Counting every line in the records below that holds "function", give the total and add nothing.

+++ RECORDED DATA +++

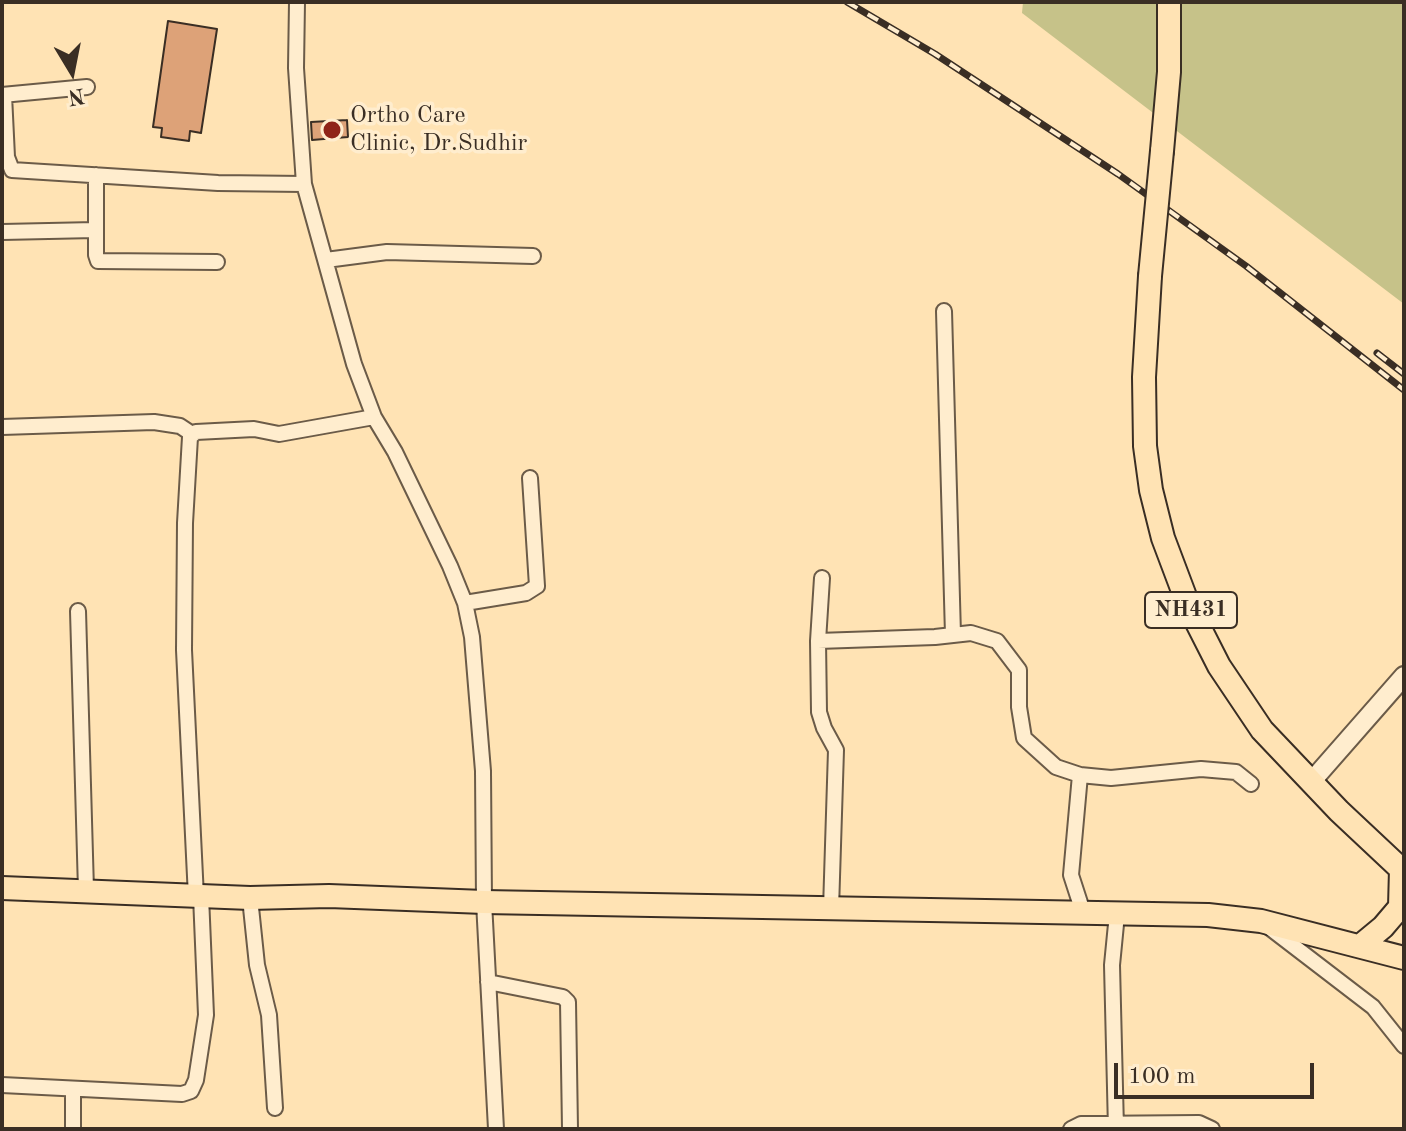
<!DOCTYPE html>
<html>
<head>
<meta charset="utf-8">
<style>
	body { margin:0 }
	#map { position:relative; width:1406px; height:1131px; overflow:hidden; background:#ffe3b4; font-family:"Old Standard TT",serif }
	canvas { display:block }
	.frame { position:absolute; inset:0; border:4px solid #3a2e24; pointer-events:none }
	.north { position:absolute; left:32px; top:32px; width:80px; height:80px; -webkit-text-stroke:6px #ffedce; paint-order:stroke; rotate:170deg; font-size:22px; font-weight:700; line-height:32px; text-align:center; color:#3a2e24 }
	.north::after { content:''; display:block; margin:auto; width:28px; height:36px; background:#3a2e24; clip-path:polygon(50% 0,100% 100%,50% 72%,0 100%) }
	.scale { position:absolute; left:1114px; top:1063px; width:200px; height:36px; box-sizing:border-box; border:4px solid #3a2e24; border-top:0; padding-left:10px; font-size:24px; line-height:28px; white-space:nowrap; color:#3a2e24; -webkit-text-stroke:6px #ffedce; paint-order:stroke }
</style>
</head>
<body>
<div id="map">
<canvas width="1406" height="1131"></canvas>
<div class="frame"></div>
<div class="north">N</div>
<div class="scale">100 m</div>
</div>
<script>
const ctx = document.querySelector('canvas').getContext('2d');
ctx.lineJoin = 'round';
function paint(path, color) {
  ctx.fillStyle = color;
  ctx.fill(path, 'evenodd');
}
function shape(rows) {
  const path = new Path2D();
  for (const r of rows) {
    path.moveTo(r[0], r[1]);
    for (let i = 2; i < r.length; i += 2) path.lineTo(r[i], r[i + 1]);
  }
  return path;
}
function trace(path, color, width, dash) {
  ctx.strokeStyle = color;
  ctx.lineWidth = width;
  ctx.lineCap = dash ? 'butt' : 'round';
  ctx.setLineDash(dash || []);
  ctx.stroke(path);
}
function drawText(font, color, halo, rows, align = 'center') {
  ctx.font = font + ' "Old Standard TT",serif';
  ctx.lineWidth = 7;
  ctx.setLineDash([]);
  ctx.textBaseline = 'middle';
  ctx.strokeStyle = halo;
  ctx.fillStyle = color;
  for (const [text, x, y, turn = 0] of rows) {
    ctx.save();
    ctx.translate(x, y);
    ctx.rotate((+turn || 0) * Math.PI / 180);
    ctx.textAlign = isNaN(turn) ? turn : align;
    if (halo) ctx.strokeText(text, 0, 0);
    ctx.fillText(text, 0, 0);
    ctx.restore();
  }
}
paint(shape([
	[1023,2,1404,2,1404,304,1022,13]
]), '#c6c289');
const building = shape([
	[168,21,217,29,201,133,190,131,189,141,161,137,162,128,153,127,168,21],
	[347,120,348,137,312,140,311,122,347,120]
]);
paint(building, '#dda278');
trace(building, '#3a2e24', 2);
const minor = shape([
	[297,2,296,68,304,184,354,364,374,417,395,452,450,566,465,603,472,637,483,771,484,902,496,1129],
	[2,95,87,87],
	[4,95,7,157,12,170,218,183,304,184],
	[96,175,96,255,98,261,217,262],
	[2,232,95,230],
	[326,260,387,252,533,256],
	[944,311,953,635],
	[2,427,154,422,180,426,192,434],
	[822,578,818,641,819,712,824,728,836,750,831,909],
	[465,603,526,593,537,586,530,478],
	[78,611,86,890],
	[818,641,935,637,971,633,997,641,1019,670,1019,707,1024,738,1056,767,1080,775,1111,778,1201,769,1236,772,1251,784],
	[1080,775,1071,875,1083,912],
	[196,897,184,650,185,523,190,437,196,432,254,429,279,434,374,417],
	[250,898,257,965,269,1015,275,1108],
	[1270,928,1373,1007,1404,1046],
	[488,982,563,997,568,1002,570,1129],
	[2,1085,182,1094,191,1091,196,1080,206,1015,201,896],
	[73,1090,73,1129],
	[1071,1129,1081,1124,1199,1123,1212,1129],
	[1116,1129,1112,965,1117,914]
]);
const tertiary = shape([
	[1311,782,1404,676]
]);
const primary = shape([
	[1162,151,1169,72,1169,2],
	[1150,276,1144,377,1145,446,1151,490,1163,538,1189,607,1219,666,1262,730,1339,811,1404,872],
	[2,888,250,898,329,896,484,902,1208,915,1261,921,1404,958],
	[1360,946,1383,927,1400,907,1401,869]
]);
trace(minor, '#6b5b48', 18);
trace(tertiary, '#6b5b48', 22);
trace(primary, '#3a2e24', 26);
trace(minor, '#ffedce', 14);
trace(tertiary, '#ffedce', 18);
trace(primary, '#ffe3b4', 22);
const rail = shape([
	[847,2,935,54,1118,174,1246,266,1404,390],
	[1377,353,1404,374]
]);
trace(rail, '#3a2e24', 7);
trace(rail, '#ffedce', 4, [12]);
const primaryBridge = shape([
	[1150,276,1162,151]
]);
trace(primaryBridge, '#3a2e24', 26, []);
trace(primaryBridge, '#ffe3b4', 22);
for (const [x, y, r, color] of [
	[332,130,10,"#8f2418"]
]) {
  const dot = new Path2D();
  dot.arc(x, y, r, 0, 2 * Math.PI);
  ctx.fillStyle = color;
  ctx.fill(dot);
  trace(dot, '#ffedce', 3);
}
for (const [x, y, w] of [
	[1191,610,92]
]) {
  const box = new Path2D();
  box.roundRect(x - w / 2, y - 18, w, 36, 6);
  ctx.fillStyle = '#ffedce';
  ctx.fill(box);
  trace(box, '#3a2e24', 2);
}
drawText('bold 22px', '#3a2e24', null, [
	["NH431",1191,610]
]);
drawText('24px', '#3a2e24', '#ffedce', [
	["Ortho Care",350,116],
	["Clinic, Dr.Sudhir",350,144]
], 'left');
</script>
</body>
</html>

+++

- **WRITTEN REPLY**: 4